When you run out of spoons – exhaustion and overwhelm

By Bela Gor, Head of Legal and Content

Bela Gor

I thought I was alone in thinking that 2022 has been much harder than 2020. Yes in 2020 we had a new and terrifying pandemic and words like ‘coronavirus’, ‘COVID-19’ and ‘lockdown’ dominated our everyday conversations. We couldn’t go anywhere and were separated from loved ones, and many lived in fear, but then I sort of got used to it. I mentioned to a colleague that I was feeling constantly exhausted and a bit overwhelmed. He asked if I’d heard about spoon theory. I hadn’t but I looked up BDF friend Michael Vermeersch talking about it.

Theory of spoons

The theory, as I understand it, is that most non-disabled people have an unlimited number of “spoons” in their day (spoons in this context representing units of energy). Some disabled people, however, with for example autism, chronic fatigue syndrome or fibromyalgia or indeed long COVID only have a limited number of spoons at their disposal every day and once the spoons have been used up by the stresses, interactions, and activities of the day, they are exhausted and need time to recover.

It seems to me that spoon theory doesn’t just apply to people with long-term conditions or disabilities. I think everyone has a limited number of spoons. Perhaps some have more spoons than others and might not have come, as yet to the limit of their spoons, but 2022 has taken many of us close to exhausting our supply of spoons.

In an impromptu Teams meeting recently, colleagues have talked about the death of friends and family and not knowing how they should be feeling or how they should grieve. Others talked about losing a way of life because an underlying health condition meant they still could not go out without fear of catching COVID. Some colleagues became carers and moved in with older family members, others were slowly losing parents and grandparents to dementia. Some women talked about the lost opportunity of becoming a parent because IVF treatment had been suspended during the pandemic or simply because they hadn’t had the opportunity to meet someone to settle down with while their biological clock ticked away and for others, menopause meant a loss of fertility.


All of this has taken a toll on everyone’s spoons before even thinking about a war in Europe, climate crisis and a cost-of-living crisis that has made everyone worry about money. It is understandable therefore if workers have very few spoons of mental or physical energy left for their work. When I mentioned that I was feeling overwhelmed to my colleague it was because I didn’t think I could cope with one more email asking me a question or to do something landing with a ping in my inbox. (My colleague referred to this as ping-dread). Actually, I’ve turned off the pings, so I don’t hear them arrive, but they do still arrive and need to be read.

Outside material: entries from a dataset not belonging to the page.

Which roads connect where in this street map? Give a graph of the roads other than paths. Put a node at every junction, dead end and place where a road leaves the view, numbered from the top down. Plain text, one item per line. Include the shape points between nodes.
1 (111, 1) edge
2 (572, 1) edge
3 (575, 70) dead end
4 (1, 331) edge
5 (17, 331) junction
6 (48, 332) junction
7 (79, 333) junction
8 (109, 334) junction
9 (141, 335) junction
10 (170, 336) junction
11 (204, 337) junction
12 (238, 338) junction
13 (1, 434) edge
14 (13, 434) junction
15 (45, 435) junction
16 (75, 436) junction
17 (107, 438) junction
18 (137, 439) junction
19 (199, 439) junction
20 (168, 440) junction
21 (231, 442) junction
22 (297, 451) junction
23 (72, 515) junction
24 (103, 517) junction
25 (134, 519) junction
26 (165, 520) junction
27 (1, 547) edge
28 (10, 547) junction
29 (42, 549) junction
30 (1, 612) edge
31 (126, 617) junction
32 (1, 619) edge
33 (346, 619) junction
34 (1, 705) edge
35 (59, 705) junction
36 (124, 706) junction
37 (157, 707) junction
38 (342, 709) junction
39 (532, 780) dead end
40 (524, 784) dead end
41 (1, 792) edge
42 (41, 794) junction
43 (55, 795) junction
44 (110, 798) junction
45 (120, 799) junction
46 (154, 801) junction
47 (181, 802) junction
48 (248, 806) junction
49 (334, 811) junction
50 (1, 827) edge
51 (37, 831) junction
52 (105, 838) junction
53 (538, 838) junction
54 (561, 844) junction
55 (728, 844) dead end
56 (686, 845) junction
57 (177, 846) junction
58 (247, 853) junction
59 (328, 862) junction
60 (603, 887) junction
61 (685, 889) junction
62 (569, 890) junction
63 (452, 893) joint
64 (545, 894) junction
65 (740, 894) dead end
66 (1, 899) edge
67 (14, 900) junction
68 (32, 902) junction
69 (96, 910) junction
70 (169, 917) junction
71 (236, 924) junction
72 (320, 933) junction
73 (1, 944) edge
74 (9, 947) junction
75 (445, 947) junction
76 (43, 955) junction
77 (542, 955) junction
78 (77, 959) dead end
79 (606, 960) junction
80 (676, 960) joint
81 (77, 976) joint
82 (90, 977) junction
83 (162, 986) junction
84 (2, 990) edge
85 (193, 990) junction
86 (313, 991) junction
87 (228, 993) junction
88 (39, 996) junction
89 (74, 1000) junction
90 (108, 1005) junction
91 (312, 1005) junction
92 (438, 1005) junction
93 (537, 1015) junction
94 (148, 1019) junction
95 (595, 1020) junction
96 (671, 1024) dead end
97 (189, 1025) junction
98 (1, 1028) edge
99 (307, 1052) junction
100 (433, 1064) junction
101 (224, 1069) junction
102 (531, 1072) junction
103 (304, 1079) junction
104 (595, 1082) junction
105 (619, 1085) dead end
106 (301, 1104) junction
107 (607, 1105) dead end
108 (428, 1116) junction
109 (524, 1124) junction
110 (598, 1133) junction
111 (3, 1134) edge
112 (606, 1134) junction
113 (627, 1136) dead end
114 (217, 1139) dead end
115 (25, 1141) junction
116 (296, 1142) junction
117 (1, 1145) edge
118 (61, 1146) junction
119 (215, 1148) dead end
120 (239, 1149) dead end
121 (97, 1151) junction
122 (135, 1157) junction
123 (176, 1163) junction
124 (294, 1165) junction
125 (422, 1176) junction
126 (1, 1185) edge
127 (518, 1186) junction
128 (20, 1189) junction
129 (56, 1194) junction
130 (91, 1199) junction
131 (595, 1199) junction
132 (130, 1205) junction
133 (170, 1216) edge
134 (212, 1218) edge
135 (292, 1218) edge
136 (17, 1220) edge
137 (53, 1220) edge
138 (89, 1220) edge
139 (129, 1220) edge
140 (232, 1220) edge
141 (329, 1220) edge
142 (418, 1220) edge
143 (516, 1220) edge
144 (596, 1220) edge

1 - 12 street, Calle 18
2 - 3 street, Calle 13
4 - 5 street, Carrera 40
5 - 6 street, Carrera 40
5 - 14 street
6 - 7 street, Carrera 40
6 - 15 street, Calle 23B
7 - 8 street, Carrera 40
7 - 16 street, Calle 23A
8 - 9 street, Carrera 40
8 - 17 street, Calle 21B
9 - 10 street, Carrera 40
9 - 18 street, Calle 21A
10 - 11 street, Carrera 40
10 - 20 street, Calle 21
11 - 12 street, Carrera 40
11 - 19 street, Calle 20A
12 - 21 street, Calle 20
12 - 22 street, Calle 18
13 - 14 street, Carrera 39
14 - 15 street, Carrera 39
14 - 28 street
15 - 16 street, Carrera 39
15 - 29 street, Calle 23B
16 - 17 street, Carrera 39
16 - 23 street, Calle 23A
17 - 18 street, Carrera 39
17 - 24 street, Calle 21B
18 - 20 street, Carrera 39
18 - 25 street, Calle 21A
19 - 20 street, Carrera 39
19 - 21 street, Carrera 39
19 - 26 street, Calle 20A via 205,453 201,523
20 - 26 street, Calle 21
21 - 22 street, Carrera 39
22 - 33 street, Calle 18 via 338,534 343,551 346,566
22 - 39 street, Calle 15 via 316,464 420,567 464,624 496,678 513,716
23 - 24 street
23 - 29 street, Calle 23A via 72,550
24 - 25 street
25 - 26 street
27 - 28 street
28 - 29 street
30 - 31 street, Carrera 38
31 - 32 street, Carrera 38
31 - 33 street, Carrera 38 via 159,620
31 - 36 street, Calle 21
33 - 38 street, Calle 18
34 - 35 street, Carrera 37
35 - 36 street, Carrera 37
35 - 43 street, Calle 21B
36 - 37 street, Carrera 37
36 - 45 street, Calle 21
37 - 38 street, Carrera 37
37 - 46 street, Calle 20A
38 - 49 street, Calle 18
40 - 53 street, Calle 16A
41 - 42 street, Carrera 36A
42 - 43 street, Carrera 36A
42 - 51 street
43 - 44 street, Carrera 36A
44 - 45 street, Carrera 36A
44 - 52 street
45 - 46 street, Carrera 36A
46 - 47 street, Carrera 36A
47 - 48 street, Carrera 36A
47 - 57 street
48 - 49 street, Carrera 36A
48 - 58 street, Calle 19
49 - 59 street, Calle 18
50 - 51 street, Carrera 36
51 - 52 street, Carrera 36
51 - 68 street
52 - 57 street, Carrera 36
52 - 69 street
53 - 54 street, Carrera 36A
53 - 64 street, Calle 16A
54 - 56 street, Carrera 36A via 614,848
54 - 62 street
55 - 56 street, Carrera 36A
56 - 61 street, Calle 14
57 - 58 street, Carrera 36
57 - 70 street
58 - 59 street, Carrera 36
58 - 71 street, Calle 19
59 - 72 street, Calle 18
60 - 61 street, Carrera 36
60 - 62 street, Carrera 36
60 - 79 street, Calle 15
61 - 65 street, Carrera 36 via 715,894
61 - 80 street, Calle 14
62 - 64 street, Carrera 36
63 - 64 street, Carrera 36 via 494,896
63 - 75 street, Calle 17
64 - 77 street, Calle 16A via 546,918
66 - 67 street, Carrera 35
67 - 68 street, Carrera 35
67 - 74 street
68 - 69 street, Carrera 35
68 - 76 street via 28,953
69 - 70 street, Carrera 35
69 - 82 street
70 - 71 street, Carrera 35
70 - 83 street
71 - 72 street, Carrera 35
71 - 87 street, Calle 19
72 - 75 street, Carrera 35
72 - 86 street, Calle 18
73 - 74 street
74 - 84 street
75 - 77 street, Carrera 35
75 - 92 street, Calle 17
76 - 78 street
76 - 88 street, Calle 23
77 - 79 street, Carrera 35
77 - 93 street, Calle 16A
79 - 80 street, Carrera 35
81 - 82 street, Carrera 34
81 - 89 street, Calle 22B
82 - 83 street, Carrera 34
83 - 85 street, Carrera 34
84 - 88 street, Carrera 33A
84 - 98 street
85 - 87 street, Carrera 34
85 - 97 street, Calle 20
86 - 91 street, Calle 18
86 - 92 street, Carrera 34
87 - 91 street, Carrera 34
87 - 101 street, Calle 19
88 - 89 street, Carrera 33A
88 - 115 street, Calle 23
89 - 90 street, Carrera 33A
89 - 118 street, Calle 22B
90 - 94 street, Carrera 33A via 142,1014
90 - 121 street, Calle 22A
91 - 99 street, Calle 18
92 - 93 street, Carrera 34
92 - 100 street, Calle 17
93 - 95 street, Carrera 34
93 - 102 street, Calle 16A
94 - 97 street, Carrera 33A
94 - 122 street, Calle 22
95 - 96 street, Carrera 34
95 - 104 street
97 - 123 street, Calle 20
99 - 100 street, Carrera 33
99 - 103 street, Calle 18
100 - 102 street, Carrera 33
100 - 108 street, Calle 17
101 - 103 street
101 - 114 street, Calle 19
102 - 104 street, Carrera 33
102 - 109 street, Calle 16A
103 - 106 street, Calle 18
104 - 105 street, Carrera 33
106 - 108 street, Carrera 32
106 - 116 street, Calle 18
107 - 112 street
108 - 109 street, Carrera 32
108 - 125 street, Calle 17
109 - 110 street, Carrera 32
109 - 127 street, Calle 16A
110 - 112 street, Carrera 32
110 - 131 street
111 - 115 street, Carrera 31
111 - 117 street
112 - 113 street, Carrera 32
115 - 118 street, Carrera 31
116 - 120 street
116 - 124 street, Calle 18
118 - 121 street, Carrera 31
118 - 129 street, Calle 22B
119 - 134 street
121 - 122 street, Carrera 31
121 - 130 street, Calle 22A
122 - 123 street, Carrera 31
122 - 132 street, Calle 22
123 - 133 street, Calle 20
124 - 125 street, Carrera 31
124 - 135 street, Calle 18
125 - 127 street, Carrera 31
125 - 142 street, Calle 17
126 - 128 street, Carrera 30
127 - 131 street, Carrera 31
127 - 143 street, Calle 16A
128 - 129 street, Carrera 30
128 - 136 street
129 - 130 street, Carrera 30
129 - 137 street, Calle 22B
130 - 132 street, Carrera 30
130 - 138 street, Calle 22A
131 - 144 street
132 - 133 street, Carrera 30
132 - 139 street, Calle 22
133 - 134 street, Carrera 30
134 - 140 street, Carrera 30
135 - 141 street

I like to think of myself as someone who has a positive, can-do approach to work (and life) who will respond with “how can we make this happen?” when an opportunity or request is made by my manager or colleague. But these last few weeks after news of deaths (both of Heads of State and of family and friends) and travelling the country to take elderly relatives for COVID boosters and moving them to nearer care homes, I must confess to being a bit done in. So much so that a perfectly ordinary work task can bring me hopelessly near to tears or bursts of irritation at my inability to do it. I cannot be the only worker who feels this way.

So, this 10 October – World Mental Health Day perhaps we should all just pause to be kinder to ourselves and those around us be they family, friends, or colleagues. If the usual bounce and positivity doesn’t greet your brilliant new idea at work or reasonable request, perhaps the person you’re talking to has just run out of spoons.

Business Disability Forum has a host of mental health and wellbeing resources for you and your organisation to share – from “Cost of living crisis – Supporting mental health of employees” to “Why having friends at work matters”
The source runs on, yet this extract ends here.